El niño salió de la choza y corrió por el sendero de helechos que rodeaban los troncos grises y suaves del mango; la pendiente lodosa le condujo, debajo del cielo escondido por la flor roja y el fruto amarillo, a la ribera donde Lunero, a machetazos, abrió un claro junto al río —aquí comenzaba a ensancharse, turbulento aún— para el trabajo diario. El mulato de largos brazos llegó fajándose el pantalón de mezclilla, ancho en sus aberturas extremas, recuerdo de alguna perdida moda marinera. El niño tomó el calzón corto y azul que pasó la noche, secándose al sereno, sobre el círculo de fierro oxidado al que ahora se acercó Lunero.
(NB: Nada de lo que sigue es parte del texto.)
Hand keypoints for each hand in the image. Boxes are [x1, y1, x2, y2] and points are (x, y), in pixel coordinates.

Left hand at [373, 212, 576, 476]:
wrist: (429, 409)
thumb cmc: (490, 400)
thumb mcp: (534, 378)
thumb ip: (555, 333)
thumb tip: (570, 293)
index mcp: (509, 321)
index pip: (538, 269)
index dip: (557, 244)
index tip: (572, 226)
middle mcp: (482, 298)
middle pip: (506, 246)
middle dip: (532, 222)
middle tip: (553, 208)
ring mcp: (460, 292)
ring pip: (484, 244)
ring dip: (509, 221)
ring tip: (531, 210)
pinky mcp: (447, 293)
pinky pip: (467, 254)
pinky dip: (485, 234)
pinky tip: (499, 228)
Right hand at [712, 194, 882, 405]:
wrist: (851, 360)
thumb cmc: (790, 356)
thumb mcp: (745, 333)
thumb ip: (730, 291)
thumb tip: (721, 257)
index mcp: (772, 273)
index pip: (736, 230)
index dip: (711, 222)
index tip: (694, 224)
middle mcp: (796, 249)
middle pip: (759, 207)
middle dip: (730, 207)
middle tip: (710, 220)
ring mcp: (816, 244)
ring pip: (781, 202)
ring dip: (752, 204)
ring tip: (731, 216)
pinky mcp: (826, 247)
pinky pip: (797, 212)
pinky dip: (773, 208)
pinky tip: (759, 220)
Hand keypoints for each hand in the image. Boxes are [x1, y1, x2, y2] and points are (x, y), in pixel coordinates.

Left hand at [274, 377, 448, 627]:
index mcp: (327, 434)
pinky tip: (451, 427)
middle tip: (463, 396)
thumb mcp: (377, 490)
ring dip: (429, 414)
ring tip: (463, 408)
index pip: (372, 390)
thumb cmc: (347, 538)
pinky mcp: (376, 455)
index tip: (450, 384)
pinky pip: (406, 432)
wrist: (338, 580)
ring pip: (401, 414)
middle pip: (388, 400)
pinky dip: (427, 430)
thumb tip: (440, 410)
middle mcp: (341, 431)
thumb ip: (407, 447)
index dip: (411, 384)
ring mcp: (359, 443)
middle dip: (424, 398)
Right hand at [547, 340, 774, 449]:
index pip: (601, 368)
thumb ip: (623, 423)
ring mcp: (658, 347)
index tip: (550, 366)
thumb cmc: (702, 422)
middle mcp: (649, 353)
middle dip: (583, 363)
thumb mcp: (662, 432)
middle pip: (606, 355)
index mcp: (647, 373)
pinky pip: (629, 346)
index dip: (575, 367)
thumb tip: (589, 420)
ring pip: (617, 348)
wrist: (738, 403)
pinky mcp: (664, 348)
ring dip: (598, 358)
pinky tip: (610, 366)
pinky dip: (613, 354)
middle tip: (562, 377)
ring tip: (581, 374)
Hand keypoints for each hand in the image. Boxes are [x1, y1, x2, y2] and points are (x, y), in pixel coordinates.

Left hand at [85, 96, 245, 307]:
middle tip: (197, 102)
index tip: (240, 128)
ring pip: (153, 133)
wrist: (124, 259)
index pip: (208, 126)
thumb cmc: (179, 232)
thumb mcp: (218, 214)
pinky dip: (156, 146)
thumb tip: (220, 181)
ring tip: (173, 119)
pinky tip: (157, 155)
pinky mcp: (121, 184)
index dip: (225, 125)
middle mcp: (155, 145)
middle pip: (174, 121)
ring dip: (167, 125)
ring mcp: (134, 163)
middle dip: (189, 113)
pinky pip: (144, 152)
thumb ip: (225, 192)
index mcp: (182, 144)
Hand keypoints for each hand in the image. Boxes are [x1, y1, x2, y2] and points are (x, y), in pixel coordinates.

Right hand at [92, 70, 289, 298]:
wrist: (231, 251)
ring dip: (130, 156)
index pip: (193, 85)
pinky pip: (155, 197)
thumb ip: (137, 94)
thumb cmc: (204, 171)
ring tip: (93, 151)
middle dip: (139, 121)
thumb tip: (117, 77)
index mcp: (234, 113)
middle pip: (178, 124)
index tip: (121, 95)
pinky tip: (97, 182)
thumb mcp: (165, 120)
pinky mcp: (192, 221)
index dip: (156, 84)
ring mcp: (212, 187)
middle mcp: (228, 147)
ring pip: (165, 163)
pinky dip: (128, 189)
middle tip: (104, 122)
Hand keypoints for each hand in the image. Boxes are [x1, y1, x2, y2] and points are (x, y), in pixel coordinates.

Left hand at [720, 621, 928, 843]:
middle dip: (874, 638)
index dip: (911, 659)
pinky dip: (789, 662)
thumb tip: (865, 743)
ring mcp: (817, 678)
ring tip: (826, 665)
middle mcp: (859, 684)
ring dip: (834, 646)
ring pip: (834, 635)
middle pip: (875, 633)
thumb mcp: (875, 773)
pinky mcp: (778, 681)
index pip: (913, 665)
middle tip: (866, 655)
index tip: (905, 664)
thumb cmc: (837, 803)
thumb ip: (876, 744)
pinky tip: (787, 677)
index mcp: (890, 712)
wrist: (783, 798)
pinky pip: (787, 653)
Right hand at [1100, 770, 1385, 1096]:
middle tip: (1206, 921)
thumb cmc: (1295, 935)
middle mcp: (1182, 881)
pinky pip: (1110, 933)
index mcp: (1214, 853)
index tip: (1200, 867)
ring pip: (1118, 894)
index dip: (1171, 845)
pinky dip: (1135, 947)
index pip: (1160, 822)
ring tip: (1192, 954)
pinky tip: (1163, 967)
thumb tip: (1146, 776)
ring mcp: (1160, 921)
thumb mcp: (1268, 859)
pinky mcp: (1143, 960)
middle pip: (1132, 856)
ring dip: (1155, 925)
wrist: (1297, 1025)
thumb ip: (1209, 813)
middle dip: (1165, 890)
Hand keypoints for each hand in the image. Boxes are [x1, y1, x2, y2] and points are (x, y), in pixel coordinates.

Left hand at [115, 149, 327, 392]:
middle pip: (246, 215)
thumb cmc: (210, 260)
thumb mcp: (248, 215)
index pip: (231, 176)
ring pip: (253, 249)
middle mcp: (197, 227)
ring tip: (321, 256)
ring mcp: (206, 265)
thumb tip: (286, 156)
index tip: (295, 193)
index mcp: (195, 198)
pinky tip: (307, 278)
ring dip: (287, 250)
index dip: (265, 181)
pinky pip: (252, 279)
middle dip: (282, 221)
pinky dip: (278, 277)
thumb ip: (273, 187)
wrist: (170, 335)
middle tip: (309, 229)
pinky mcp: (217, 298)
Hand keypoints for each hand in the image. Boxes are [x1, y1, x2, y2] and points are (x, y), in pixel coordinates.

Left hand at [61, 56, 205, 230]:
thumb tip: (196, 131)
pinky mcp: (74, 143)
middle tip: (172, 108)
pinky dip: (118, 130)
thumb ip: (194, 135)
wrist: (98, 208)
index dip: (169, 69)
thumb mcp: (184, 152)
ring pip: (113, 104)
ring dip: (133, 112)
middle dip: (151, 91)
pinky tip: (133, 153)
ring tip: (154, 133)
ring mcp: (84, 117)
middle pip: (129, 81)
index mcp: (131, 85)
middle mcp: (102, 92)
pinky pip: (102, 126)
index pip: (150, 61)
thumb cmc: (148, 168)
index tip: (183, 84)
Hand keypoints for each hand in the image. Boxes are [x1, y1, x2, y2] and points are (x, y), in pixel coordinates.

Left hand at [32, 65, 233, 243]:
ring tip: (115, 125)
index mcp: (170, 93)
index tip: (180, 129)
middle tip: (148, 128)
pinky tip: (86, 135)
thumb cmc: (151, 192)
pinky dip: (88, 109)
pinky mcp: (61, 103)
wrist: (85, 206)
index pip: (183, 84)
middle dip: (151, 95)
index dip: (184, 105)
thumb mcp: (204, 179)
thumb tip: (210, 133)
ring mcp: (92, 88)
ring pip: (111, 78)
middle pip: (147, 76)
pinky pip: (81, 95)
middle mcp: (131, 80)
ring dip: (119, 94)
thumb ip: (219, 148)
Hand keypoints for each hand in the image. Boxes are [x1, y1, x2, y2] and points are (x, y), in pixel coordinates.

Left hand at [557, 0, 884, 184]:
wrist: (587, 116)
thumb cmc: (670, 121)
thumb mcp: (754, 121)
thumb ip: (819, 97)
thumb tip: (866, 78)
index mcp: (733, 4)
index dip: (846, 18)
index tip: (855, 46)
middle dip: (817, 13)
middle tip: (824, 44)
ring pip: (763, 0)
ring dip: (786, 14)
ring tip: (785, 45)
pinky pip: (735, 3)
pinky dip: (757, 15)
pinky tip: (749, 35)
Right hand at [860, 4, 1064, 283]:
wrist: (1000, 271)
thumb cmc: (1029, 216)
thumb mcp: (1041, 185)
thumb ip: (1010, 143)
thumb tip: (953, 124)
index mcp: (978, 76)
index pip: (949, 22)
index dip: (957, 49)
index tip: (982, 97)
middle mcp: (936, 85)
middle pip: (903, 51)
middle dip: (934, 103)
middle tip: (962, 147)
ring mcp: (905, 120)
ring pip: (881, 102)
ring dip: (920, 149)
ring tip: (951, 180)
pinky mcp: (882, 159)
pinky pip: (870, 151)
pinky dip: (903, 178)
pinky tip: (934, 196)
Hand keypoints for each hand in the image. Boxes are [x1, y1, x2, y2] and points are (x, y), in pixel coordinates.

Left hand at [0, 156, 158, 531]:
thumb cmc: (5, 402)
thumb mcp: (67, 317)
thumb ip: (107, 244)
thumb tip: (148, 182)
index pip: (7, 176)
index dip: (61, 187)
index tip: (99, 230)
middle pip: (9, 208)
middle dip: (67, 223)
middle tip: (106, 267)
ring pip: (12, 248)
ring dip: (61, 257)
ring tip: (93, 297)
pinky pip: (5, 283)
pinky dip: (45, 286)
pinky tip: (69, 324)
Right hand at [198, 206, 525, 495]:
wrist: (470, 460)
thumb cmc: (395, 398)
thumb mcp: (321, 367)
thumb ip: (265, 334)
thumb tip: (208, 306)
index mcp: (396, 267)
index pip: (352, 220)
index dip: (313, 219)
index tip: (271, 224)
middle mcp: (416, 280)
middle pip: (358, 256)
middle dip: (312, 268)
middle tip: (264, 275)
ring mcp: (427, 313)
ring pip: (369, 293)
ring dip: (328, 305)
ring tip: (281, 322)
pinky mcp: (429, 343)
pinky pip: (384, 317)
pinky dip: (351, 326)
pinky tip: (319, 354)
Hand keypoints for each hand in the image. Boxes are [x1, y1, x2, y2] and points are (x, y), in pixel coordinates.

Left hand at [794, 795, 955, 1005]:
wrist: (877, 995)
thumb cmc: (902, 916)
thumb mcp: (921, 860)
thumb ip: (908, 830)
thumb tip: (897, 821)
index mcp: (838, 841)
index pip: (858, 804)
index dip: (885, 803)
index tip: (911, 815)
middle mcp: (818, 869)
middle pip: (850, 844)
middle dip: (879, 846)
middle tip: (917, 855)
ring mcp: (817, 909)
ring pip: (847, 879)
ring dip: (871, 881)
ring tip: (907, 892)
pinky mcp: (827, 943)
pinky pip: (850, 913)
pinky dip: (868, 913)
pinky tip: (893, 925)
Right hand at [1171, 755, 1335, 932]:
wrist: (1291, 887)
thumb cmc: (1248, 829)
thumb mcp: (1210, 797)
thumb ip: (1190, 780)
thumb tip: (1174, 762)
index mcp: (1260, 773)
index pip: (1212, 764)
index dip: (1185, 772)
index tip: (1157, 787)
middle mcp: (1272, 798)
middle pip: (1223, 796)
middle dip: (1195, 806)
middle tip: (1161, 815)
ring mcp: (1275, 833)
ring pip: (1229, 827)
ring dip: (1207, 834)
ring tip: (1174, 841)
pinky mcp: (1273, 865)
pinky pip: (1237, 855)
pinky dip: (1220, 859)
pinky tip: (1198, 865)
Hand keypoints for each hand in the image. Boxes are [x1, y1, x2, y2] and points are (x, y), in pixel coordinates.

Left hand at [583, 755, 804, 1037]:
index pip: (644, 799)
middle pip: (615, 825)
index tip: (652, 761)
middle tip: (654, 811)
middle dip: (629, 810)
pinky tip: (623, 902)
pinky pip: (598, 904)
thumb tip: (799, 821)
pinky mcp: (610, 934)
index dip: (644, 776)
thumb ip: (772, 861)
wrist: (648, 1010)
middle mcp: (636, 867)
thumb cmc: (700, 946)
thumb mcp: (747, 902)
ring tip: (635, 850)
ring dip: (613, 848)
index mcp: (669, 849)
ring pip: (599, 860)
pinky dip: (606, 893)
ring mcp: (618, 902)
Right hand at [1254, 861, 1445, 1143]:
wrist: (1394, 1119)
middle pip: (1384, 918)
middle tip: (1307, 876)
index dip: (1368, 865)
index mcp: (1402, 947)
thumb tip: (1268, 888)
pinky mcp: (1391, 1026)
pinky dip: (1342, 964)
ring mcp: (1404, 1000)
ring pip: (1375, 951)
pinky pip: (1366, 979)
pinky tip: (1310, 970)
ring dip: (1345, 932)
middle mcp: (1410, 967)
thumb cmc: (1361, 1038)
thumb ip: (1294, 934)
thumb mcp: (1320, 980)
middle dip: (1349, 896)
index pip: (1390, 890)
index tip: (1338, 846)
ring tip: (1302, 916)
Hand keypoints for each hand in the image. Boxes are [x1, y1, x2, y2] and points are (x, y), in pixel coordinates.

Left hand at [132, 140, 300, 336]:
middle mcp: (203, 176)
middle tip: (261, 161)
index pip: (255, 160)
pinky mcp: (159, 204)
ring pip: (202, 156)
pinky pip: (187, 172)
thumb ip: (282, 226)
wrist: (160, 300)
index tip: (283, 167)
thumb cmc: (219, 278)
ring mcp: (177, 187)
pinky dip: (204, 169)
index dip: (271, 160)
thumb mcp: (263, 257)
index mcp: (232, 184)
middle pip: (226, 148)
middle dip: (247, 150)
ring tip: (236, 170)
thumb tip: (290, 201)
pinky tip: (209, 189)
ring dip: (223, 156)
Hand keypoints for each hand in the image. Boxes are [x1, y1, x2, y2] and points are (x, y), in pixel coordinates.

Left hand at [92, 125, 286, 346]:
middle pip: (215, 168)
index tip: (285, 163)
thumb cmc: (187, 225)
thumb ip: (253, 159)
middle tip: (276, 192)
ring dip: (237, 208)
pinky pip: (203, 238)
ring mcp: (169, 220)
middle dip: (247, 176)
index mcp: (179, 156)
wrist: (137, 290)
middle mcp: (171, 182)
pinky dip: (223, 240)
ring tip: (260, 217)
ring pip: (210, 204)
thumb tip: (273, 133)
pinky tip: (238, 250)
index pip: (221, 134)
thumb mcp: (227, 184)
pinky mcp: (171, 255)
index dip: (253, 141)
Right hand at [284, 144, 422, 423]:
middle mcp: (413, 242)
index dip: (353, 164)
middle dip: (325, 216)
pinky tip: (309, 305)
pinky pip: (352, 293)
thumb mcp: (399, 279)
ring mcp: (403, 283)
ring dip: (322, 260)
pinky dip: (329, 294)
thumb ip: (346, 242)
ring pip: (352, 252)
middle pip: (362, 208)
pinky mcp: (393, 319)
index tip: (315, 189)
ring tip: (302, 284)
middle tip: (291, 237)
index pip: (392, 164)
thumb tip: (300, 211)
Algunas cortezas del manglar yacían, abiertas y cepilladas, con las bocas dentro del agua. Lunero se detuvo un momento, con los pies hundidos en el fango. Rumbo al mar, el río ensanchaba su respiración y acariciaba masas crecientes de helecho y platanar. La maleza parecía más alta que el cielo, porque éste era plano, reverberante, bajo. Los dos sabían qué hacer. Lunero tomó la lija y siguió puliendo, con una fuerza que le bailoteaba en los nervios gordos del antebrazo, las cortezas. El niño arrimó un taburete cojo y podrido y lo colocó dentro del círculo de fierro, suspendido de un asta central de madera. De las diez aberturas horadadas en el círculo colgaban otras tantas mechas de cordón. El niño hizo girar el círculo y después se agachó para encender el fuego debajo de la cacerola: el arrayán derretido burbujeó su espesor; el círculo giró; el niño iba derramando la cera en las horadaciones.